Recent European Society of Cardiology (ESC) guidelines recommended that the treatment for non-culprit lesions PCI should be considered before the discharge (class IIa, A). However, the exact timing is still controversial and is needed to be investigated.4) Current study may provide the important information that the timing of the second stage PCI is median 6 days before discharge in MS PCI group. This finding is consistent with result of other study.
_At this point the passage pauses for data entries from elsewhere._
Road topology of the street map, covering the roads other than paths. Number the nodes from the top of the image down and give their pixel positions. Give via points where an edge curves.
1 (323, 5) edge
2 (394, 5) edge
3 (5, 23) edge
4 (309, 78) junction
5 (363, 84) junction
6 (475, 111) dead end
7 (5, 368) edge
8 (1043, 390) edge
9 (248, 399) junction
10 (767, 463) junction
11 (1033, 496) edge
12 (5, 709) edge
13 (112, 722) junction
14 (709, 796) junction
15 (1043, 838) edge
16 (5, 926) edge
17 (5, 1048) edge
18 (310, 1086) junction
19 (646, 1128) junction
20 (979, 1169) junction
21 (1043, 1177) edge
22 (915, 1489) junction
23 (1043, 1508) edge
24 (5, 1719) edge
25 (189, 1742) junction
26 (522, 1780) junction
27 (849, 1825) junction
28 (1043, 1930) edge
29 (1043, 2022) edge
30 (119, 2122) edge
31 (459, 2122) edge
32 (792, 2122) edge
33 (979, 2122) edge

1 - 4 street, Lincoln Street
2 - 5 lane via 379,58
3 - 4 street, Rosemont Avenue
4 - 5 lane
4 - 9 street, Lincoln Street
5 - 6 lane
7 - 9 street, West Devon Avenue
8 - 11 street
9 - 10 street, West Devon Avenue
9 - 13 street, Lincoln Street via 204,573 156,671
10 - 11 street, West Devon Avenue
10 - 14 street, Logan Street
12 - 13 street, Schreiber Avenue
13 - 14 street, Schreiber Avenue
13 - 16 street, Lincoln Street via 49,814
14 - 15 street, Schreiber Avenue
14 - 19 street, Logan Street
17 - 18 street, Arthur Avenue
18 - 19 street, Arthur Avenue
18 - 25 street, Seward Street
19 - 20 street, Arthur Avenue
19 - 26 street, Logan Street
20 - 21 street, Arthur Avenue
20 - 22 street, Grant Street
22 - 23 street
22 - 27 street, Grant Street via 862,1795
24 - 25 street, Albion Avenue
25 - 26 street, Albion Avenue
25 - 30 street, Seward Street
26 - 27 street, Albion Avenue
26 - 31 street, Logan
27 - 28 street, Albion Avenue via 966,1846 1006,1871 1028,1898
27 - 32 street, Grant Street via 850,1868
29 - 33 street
Kim et al.5) presented optimal timing of PCI for non-culprit vessel in patients with STEMI and MVD was less than 7 days (2–6 days) after index PCI, but deferred staged PCI after 1 week of index PCI group was associated with the higher a composite of all-cause mortality, MI or repeat PCI (odds ratio [OR], 1.83; 95% confidence interval [CI], 1.06–3.18, p=0.031) as compared to group with simultaneous multi-vessel PCI group. It is also in line with the ESC guideline which recommend staged PCI before discharge in admission for primary PCI.
ESC guideline also suggested that non-infarct-related artery PCI during the index procedure should be considered in patients with cardiogenic shock (class IIa, C) based on a consensus opinion without randomized clinical trial. However, this study demonstrated all-cause mortality was high in the subgroup of cardiogenic shock (HR, 4.60; 95% CI, 1.536–13.774; p=0.006) in the SS PCI group. Furthermore, high risk patients such as age ≥65 years (HR, 4.00; 95% CI, 1.670–9.58, p=0.002), Killip class III/IV (HR, 7.32; 95% CI, 1.68–31.87; p=0.008), and creatinine clearance ≤60 mL/min (HR, 2.81; 95% CI, 1.10–7.18; p=0.031) showed higher all-cause mortality of the SS PCI group than those of MS PCI group. However, these findings should be interpreted with consideration of possible selection bias.
There was no clear evidence of clinical benefits between SS PCI and MS PCI as well as an optimal timing between the index procedure and staged PCI in MS PCI. However, this study implied clinical relevance for the timing of second stage PCI in patients with STEMI and MVD.
References
1. Wald DS, Morris JK, Wald NJ, et al. Randomized trial of preventive angioplasty in myocardial infarction. N Engl J Med. 2013; 369:1115–1123.
2. Kwon SW, Park SD, Moon J, et al. Complete versus culprit-only revascularization for ST-segment elevation myocardial infarction and multivessel disease in the 2nd generation drug-eluting stent era: data from the interstellar registry. Korean Circ J. 2018; 48:989–999.
3. Ahn KT, Oh JK, Seong SW, et al. One-year clinical outcomes between single- versus multi-staged PCI for ST elevation myocardial infarction with multi-vessel coronary artery disease: from Korea Acute Myocardial Infarction Registry-National Institute of Health (KAMIR-NIH). Korean Circ J. 2020; 50:220–233.
4. Ibanez B, James S, Agewall S, et al. 2017 ESC guidelines for the management of acute myocardial infarction in patients presenting with ST-segment elevation: the task force for the management of acute myocardial infarction in patients presenting with st-segment elevation of the European Society of Cardiology (ESC). Eur Heart J. 2018; 39:119–177.